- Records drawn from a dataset
┄┄┄┄┄┄┄┄┄┄

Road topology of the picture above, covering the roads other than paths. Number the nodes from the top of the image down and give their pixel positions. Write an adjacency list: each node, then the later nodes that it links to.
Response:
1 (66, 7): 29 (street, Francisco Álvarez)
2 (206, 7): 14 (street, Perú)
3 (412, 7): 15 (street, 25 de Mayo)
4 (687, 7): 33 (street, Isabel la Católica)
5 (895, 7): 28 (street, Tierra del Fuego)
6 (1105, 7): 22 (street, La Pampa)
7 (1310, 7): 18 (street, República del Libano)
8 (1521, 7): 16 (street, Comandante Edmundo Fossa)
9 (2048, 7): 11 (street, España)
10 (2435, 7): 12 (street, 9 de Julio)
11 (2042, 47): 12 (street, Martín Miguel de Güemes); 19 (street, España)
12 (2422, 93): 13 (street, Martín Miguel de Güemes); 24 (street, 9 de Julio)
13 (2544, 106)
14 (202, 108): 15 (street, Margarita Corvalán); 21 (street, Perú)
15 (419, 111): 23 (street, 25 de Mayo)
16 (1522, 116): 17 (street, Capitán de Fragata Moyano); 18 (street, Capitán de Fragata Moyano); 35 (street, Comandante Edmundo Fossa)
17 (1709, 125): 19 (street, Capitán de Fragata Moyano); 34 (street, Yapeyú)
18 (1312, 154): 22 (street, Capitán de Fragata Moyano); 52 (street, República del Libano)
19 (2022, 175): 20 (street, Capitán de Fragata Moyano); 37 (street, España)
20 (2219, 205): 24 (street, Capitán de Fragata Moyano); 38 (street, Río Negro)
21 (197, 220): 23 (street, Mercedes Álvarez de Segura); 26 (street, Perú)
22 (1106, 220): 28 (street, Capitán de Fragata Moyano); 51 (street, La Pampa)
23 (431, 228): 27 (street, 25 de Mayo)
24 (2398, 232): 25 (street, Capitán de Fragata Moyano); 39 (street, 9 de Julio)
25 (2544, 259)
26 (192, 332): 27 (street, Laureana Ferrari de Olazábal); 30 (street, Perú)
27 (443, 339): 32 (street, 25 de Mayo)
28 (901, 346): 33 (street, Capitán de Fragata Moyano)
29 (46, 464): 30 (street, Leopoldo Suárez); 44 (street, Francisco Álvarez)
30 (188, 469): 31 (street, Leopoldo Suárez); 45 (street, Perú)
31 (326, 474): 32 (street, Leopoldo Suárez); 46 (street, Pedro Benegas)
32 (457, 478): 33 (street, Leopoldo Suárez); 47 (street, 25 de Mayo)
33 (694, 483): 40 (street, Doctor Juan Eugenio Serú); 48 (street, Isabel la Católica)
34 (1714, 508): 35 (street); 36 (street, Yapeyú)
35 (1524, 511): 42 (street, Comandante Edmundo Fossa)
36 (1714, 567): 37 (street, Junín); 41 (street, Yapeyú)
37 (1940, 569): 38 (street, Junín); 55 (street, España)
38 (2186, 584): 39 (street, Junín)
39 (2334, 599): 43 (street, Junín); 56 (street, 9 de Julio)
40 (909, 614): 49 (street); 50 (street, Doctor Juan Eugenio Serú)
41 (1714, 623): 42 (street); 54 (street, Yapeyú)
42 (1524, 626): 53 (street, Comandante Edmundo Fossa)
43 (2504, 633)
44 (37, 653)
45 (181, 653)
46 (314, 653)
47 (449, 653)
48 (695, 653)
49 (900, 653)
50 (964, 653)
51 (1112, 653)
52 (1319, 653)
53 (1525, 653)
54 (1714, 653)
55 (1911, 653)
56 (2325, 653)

┄┄┄┄┄┄┄┄┄┄

- PROBLEM DESCRIPTION
Reproduce all of the records, keeping every character unchanged.

- ANSWER TO THE PROBLEM
Road topology of the picture above, covering the roads other than paths. Number the nodes from the top of the image down and give their pixel positions. Write an adjacency list: each node, then the later nodes that it links to.
Response:
1 (66, 7): 29 (street, Francisco Álvarez)
2 (206, 7): 14 (street, Perú)
3 (412, 7): 15 (street, 25 de Mayo)
4 (687, 7): 33 (street, Isabel la Católica)
5 (895, 7): 28 (street, Tierra del Fuego)
6 (1105, 7): 22 (street, La Pampa)
7 (1310, 7): 18 (street, República del Libano)
8 (1521, 7): 16 (street, Comandante Edmundo Fossa)
9 (2048, 7): 11 (street, España)
10 (2435, 7): 12 (street, 9 de Julio)
11 (2042, 47): 12 (street, Martín Miguel de Güemes); 19 (street, España)
12 (2422, 93): 13 (street, Martín Miguel de Güemes); 24 (street, 9 de Julio)
13 (2544, 106)
14 (202, 108): 15 (street, Margarita Corvalán); 21 (street, Perú)
15 (419, 111): 23 (street, 25 de Mayo)
16 (1522, 116): 17 (street, Capitán de Fragata Moyano); 18 (street, Capitán de Fragata Moyano); 35 (street, Comandante Edmundo Fossa)
17 (1709, 125): 19 (street, Capitán de Fragata Moyano); 34 (street, Yapeyú)
18 (1312, 154): 22 (street, Capitán de Fragata Moyano); 52 (street, República del Libano)
19 (2022, 175): 20 (street, Capitán de Fragata Moyano); 37 (street, España)
20 (2219, 205): 24 (street, Capitán de Fragata Moyano); 38 (street, Río Negro)
21 (197, 220): 23 (street, Mercedes Álvarez de Segura); 26 (street, Perú)
22 (1106, 220): 28 (street, Capitán de Fragata Moyano); 51 (street, La Pampa)
23 (431, 228): 27 (street, 25 de Mayo)
24 (2398, 232): 25 (street, Capitán de Fragata Moyano); 39 (street, 9 de Julio)
25 (2544, 259)
26 (192, 332): 27 (street, Laureana Ferrari de Olazábal); 30 (street, Perú)
27 (443, 339): 32 (street, 25 de Mayo)
28 (901, 346): 33 (street, Capitán de Fragata Moyano)
29 (46, 464): 30 (street, Leopoldo Suárez); 44 (street, Francisco Álvarez)
30 (188, 469): 31 (street, Leopoldo Suárez); 45 (street, Perú)
31 (326, 474): 32 (street, Leopoldo Suárez); 46 (street, Pedro Benegas)
32 (457, 478): 33 (street, Leopoldo Suárez); 47 (street, 25 de Mayo)
33 (694, 483): 40 (street, Doctor Juan Eugenio Serú); 48 (street, Isabel la Católica)
34 (1714, 508): 35 (street); 36 (street, Yapeyú)
35 (1524, 511): 42 (street, Comandante Edmundo Fossa)
36 (1714, 567): 37 (street, Junín); 41 (street, Yapeyú)
37 (1940, 569): 38 (street, Junín); 55 (street, España)
38 (2186, 584): 39 (street, Junín)
39 (2334, 599): 43 (street, Junín); 56 (street, 9 de Julio)
40 (909, 614): 49 (street); 50 (street, Doctor Juan Eugenio Serú)
41 (1714, 623): 42 (street); 54 (street, Yapeyú)
42 (1524, 626): 53 (street, Comandante Edmundo Fossa)
43 (2504, 633)
44 (37, 653)
45 (181, 653)
46 (314, 653)
47 (449, 653)
48 (695, 653)
49 (900, 653)
50 (964, 653)
51 (1112, 653)
52 (1319, 653)
53 (1525, 653)
54 (1714, 653)
55 (1911, 653)
56 (2325, 653)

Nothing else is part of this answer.